Regulatory Device Labelling Specialist

AbbVie

Madrid, Spain

Job Description

Position Summary: The Device Labelling Specialist, on behalf of the SGL Europe labeling group, is responsible for developing and maintaining end-to-end product labelling support of aesthetics labelling, in accordance with European Union regulatory requirements (MDR 2017/745).
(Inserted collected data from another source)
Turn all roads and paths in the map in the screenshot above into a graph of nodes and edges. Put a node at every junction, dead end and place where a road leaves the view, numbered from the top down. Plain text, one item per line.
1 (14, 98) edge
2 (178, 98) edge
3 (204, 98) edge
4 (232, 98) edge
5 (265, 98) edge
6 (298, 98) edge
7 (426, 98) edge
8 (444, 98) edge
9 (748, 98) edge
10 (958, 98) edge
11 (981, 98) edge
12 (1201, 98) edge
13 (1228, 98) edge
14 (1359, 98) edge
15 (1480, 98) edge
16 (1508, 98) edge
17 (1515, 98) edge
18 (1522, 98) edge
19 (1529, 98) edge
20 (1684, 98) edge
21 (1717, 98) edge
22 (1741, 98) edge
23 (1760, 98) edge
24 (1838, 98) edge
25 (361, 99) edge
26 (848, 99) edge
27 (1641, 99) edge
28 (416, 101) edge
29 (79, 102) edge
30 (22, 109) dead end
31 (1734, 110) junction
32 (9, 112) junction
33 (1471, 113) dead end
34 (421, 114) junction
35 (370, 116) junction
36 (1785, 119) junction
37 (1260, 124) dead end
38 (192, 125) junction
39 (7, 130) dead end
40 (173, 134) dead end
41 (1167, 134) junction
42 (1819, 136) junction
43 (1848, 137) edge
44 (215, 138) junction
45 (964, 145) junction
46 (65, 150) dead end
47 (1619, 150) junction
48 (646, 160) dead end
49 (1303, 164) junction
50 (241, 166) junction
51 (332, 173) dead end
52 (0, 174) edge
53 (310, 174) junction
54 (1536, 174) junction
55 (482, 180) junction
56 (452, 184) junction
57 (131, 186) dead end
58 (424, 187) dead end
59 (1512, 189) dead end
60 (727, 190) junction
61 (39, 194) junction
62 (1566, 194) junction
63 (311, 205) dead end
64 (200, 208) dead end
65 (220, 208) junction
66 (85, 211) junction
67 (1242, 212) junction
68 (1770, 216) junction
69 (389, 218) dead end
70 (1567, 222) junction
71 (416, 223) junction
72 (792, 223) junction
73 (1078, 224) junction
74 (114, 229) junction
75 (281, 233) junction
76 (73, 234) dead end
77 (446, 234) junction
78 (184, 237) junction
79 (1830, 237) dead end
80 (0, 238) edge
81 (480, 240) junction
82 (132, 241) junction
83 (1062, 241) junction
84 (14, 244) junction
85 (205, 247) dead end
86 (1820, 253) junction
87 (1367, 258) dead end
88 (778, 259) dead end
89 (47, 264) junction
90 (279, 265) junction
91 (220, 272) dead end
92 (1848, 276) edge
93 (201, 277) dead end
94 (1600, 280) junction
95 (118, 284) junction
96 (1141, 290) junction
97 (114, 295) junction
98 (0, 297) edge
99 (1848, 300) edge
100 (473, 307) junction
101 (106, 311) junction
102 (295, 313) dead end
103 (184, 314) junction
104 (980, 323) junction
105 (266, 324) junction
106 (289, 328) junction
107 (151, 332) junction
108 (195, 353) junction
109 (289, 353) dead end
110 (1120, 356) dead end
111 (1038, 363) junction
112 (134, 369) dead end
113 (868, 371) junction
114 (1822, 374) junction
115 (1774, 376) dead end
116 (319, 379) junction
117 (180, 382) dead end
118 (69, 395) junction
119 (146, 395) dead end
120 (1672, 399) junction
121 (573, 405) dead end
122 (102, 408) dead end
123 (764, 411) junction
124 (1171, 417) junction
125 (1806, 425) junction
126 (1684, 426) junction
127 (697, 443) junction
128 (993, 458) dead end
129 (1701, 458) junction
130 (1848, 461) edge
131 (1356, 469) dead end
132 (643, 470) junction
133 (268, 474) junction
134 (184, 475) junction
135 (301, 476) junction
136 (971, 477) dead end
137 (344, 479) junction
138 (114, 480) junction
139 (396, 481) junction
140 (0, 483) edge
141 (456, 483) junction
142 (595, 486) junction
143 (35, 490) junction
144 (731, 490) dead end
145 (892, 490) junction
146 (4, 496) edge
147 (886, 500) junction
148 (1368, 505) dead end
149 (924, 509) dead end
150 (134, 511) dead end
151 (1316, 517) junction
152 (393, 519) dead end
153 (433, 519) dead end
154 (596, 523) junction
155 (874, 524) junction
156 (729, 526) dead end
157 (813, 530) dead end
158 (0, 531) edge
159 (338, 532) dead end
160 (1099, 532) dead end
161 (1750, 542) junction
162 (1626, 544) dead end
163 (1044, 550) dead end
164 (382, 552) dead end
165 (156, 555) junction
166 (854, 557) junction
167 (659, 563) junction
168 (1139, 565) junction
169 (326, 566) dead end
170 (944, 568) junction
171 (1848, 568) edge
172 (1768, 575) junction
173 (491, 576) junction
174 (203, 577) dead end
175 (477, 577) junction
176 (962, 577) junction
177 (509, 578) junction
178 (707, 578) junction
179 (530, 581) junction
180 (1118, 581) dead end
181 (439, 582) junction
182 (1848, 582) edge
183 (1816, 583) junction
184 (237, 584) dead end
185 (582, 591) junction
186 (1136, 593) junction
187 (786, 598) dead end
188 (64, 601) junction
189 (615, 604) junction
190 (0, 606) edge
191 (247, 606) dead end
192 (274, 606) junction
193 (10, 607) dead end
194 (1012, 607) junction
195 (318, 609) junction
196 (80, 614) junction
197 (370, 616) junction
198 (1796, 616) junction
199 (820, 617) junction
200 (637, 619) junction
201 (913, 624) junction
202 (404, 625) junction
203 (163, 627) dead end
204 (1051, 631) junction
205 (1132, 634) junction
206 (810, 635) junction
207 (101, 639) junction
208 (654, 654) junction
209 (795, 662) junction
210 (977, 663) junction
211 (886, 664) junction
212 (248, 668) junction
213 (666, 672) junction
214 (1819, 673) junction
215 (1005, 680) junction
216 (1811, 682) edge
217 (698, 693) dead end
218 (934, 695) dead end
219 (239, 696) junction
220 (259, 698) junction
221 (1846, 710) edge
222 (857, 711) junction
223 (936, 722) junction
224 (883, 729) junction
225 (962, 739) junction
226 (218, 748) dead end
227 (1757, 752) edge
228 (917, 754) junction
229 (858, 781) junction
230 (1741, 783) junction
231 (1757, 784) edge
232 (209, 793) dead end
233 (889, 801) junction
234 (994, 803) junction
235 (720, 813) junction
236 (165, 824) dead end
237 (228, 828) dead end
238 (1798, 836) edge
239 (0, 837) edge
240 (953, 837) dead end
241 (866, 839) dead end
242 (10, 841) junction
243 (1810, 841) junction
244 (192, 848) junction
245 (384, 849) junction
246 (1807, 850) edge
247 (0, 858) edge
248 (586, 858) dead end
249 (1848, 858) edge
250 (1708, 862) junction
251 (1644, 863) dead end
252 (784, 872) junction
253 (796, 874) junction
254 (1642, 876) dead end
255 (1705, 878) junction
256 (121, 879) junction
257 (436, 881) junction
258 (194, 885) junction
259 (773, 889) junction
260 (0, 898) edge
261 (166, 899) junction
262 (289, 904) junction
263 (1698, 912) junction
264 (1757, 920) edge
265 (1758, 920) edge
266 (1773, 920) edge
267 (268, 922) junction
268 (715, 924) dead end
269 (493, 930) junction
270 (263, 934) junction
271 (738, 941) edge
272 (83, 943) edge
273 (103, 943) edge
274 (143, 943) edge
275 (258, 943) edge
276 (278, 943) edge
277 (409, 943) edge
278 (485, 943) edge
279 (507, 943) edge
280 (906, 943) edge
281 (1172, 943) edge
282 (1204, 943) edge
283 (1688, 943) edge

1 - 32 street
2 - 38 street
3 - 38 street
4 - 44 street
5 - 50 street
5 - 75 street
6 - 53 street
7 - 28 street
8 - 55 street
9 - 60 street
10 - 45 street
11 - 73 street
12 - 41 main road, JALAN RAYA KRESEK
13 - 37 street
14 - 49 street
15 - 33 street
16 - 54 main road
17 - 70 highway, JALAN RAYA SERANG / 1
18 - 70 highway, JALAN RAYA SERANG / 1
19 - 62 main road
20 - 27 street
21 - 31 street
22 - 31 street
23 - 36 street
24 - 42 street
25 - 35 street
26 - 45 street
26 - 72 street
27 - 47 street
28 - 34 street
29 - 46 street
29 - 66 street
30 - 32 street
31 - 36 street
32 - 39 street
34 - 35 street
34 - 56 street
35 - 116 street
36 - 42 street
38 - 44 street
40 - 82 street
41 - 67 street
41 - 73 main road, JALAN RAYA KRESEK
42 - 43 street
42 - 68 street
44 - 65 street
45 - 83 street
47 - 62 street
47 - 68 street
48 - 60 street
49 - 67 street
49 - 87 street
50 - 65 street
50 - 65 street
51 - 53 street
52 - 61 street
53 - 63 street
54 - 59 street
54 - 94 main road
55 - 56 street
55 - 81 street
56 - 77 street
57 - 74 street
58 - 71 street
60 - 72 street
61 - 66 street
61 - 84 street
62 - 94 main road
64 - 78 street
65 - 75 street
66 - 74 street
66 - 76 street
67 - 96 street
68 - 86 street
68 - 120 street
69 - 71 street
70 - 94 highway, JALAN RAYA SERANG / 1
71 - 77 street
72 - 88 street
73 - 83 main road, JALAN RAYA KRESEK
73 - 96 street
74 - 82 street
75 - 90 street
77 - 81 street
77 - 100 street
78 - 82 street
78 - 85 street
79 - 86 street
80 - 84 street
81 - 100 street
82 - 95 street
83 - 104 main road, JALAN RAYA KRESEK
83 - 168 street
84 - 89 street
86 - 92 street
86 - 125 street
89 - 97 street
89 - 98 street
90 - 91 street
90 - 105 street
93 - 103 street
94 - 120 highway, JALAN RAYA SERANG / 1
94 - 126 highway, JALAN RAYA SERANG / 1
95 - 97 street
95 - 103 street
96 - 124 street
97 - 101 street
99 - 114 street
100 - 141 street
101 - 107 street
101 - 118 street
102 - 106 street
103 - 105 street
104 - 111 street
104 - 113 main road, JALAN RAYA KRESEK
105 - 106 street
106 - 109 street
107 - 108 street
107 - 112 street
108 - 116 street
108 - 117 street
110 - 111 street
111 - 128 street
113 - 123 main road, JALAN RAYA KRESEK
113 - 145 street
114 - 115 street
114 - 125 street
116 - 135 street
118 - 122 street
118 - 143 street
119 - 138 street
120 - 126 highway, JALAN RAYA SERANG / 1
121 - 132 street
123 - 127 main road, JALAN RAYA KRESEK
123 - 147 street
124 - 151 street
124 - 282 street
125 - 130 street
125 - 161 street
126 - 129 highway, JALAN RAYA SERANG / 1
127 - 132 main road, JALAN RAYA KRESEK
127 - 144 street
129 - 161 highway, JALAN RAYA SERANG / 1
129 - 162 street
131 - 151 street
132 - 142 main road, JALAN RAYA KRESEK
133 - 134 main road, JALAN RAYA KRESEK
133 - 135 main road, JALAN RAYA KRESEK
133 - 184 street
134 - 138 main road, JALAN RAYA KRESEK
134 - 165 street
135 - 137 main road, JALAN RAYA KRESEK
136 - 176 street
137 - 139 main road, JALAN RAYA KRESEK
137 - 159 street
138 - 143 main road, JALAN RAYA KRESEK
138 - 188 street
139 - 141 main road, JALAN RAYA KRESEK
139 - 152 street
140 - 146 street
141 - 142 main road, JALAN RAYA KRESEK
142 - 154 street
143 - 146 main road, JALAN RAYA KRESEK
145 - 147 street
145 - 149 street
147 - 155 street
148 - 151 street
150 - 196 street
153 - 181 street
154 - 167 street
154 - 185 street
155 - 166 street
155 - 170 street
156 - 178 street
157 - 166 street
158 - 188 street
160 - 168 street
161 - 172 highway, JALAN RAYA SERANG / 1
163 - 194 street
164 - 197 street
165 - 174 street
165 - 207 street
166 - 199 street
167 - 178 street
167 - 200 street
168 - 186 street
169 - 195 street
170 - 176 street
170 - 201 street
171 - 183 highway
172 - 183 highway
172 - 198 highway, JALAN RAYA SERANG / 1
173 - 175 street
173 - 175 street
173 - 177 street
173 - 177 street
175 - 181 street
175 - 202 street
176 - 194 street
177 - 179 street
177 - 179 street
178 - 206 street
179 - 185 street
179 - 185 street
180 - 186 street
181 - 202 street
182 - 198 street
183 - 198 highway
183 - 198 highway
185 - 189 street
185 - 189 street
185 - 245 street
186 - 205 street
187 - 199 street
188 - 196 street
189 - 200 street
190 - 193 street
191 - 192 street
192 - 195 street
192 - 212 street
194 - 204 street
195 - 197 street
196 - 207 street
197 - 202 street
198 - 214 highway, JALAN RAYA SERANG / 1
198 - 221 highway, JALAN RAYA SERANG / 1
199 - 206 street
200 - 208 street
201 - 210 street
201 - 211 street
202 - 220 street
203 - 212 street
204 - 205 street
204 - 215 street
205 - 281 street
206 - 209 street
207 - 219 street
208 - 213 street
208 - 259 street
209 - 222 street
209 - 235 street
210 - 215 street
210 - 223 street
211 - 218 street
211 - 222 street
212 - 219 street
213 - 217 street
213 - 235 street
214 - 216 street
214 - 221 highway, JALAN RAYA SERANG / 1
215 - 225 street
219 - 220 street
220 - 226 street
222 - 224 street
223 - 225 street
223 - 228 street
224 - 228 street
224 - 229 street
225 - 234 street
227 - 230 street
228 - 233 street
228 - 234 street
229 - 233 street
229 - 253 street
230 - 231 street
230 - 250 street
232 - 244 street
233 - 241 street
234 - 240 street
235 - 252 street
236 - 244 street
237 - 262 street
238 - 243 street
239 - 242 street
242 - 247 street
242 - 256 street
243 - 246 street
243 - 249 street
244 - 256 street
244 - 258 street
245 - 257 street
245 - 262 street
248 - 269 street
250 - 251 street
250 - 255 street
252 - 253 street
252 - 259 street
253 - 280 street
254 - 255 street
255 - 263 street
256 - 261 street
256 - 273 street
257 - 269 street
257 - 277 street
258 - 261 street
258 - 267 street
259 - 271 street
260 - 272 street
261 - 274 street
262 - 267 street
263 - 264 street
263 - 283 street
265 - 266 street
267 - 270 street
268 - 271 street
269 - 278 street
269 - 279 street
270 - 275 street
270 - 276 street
This role entails collaboration with cross-functional teams to manage translations, to ensure compliance and to enhance the product labelling strategy for aesthetics in the market and those under development.

Key Responsibilities

• Labelling Strategy Development and Regulatory Compliance:
  • Ensure consistency of aesthetics labelling globally across assigned products and in compliance with AbbVie policies and procedures.
  • Stay informed on relevant legislation to assess potential impacts on aesthetics labelling.
• Cross-functional Collaboration: Collaborate with international teams for translations globally.
• Documentation Management: Review labelling documents, ensuring accuracy and consistency across products, and meet submission and artwork timelines.
  • Manage the product information within the RIM system.
  • Ensure packaging and labelling meet all legal specifications, including updates to Summary of Safety and Clinical Performance (SSCP), Patient Implant card, Patient insert and labelling.
• Artwork and Packaging: Collaborate with Operations and Regulatory colleagues to coordinate packaging artwork and implementation.
  • Collaborate with relevant teams to implement changes to labelling content and artwork, based on regulatory updates and market needs.
• Project Management: Lead product updates according to agreed project timelines.
  • Present updates and forecasts to internal and external stakeholders (vendors) and affiliates regularly.

Qualifications

• Bachelor’s degree in Pharmacy, Biology, Chemistry, Pharmacology, or a related field.
• Previous experience or an internship in regulatory affairs or a related area within the pharmaceutical or medical device industry is an advantage.
• Strong project management and communication skills (written and oral).
• Ability to work independently and across different time zones.
• Proficient in English; additional European languages are a plus.
• A proactive and flexible approach, with a strong team mindset.
• Ability to multitask and adjust to changing deadlines.
• Proficiency in key tools such as Microsoft Word, Excel, Teams, Adobe, document management systems.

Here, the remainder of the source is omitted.